DIJON - Le grand-père n’est pas vraiment mort ! Celui de Wantee (2013), qui a révélé l’œuvre de Laure Prouvost au grand public après lui avoir permis de remporter le prestigieux Turner Prize. Ce grand-père fictif mais tout de même un peu vrai est un artiste dont l’atelier semble être devenu un théâtre après sa disparition.
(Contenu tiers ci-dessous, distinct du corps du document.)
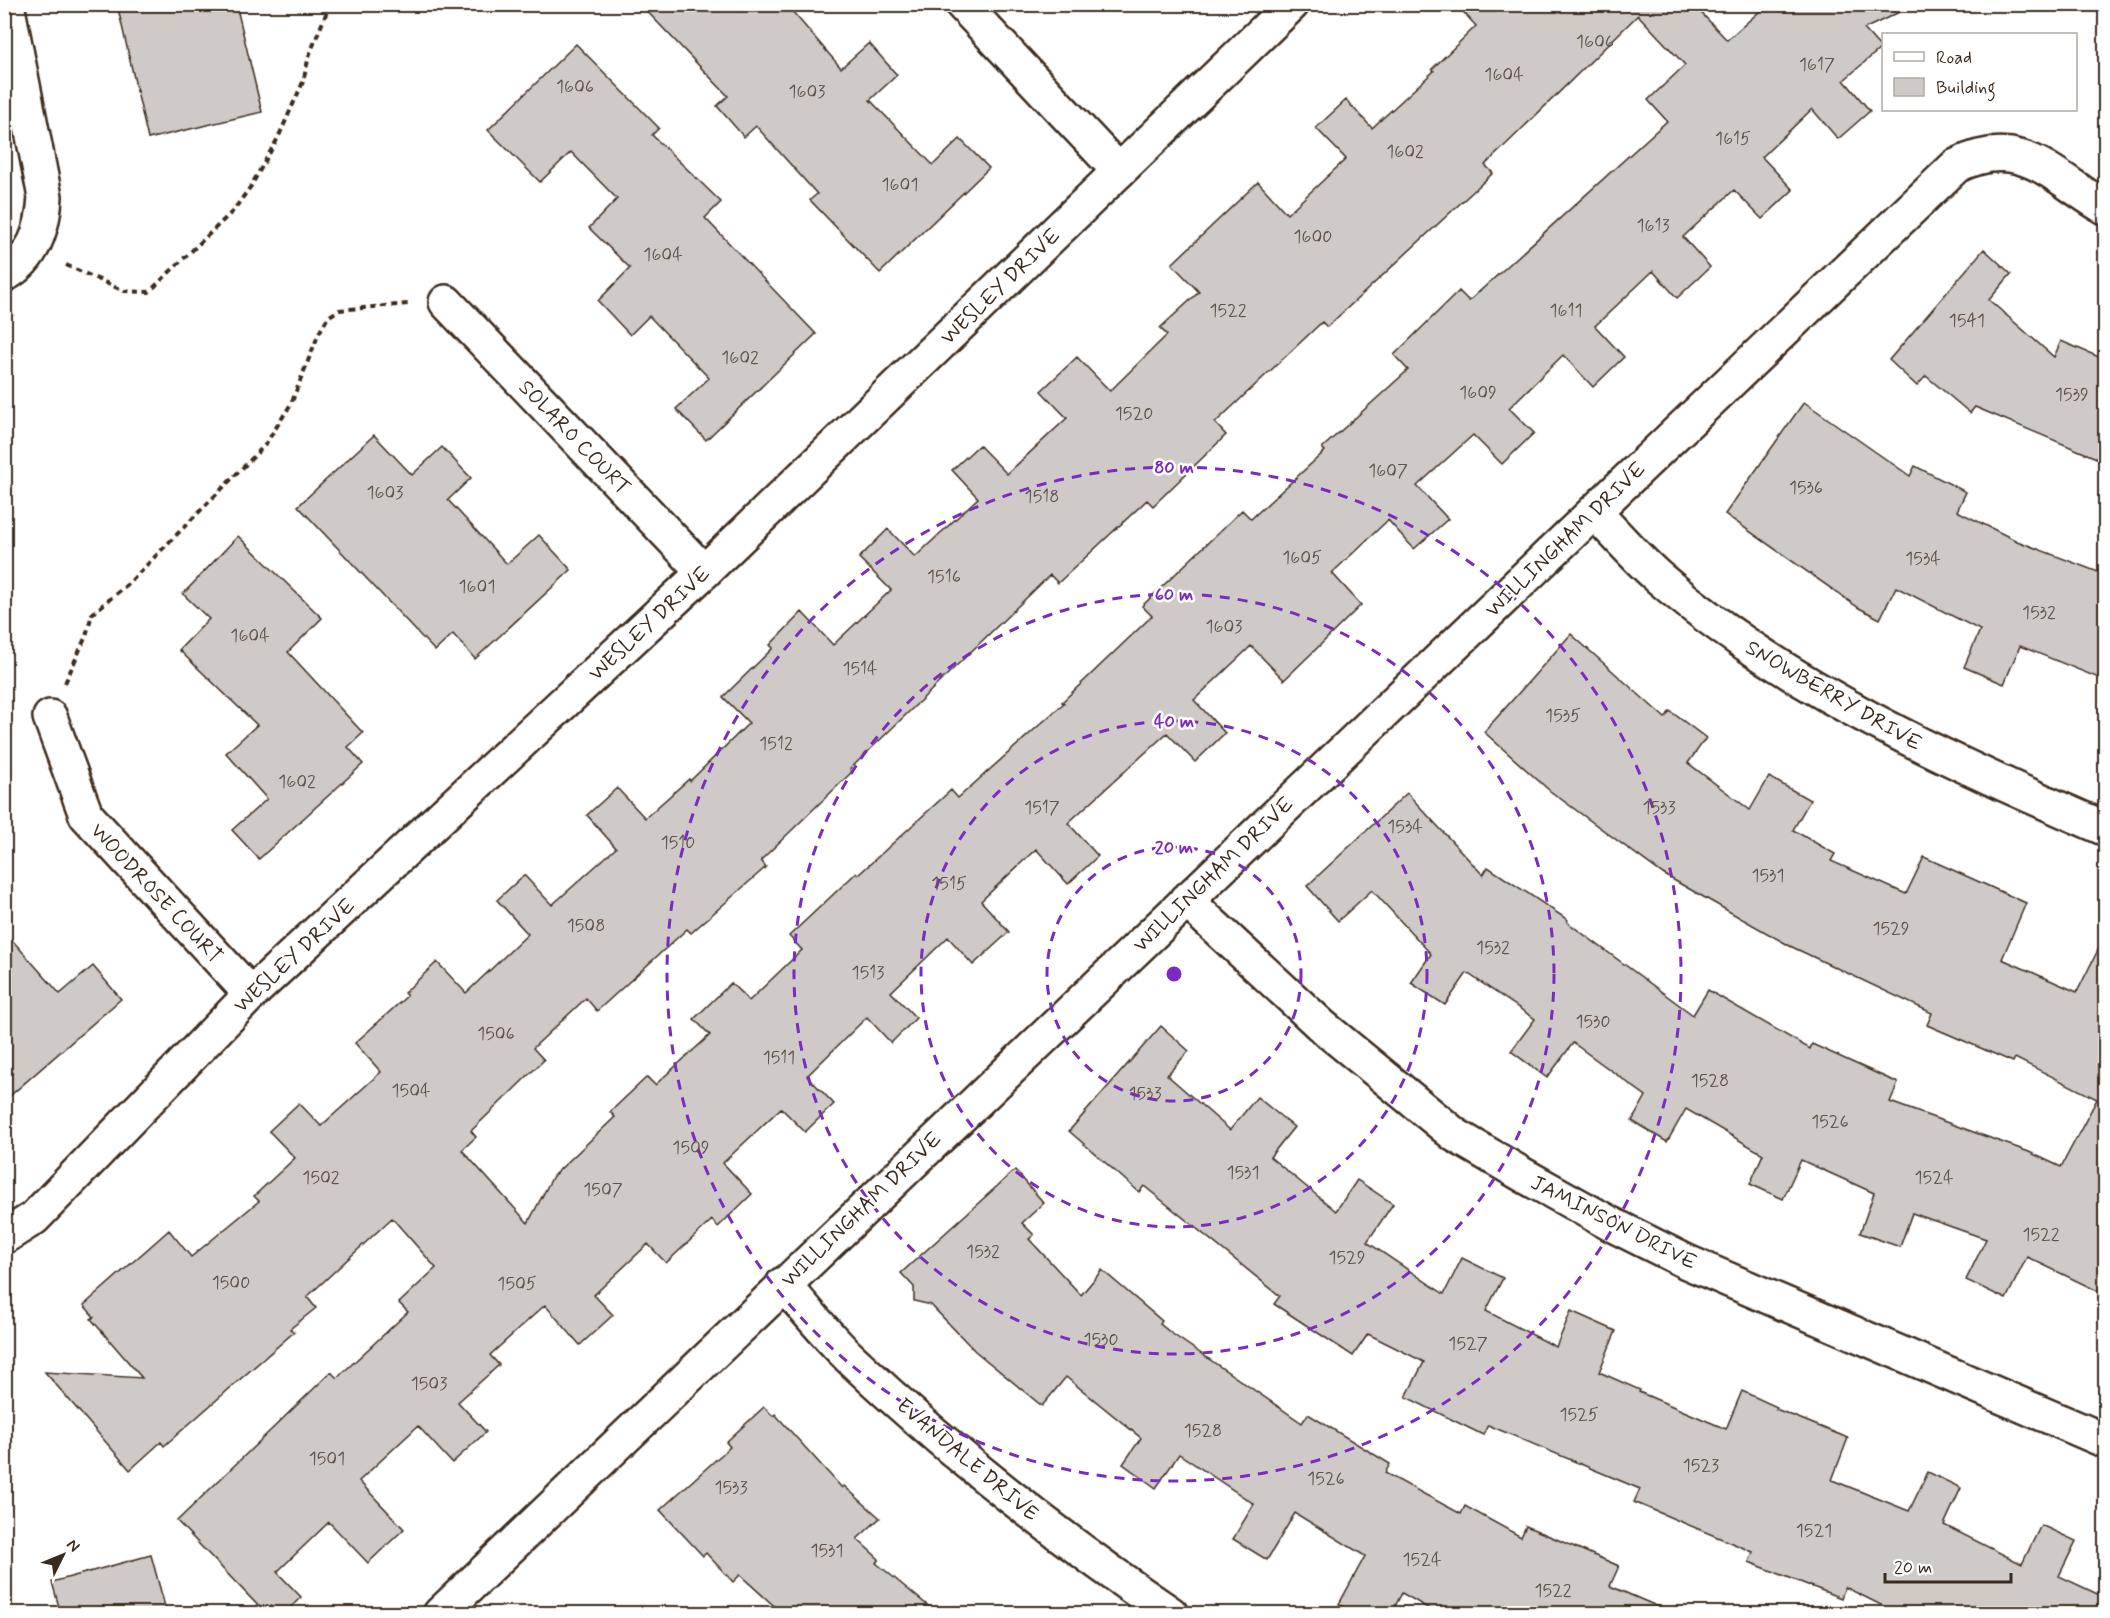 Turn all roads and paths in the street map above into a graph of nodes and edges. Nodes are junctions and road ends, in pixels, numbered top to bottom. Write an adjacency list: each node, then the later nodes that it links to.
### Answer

Son destin questionne à la fois le processus de création et la dépossession, après que la grand-mère se mit en tête d’améliorer les tableaux du défunt, signe d’une perte de contrôle de l’artiste sur la production de son œuvre.
Ce grand-père est donc un peu là, dans l’exposition conçue par la directrice du Frac Bourgogne, Astrid Handa-Gagnard, au Consortium, mais il n’est plus l’argument central du propos. Une décision opportune, tant l’omniprésence de ce personnage fondateur risquait de restreindre l’œuvre à des déclinaisons. Or la réussite première de la présentation dijonnaise est bien d’offrir, travaux anciens et nouvelles productions à l’appui, une lecture plus ample de la réflexion de Laure Prouvost.
Sur la route…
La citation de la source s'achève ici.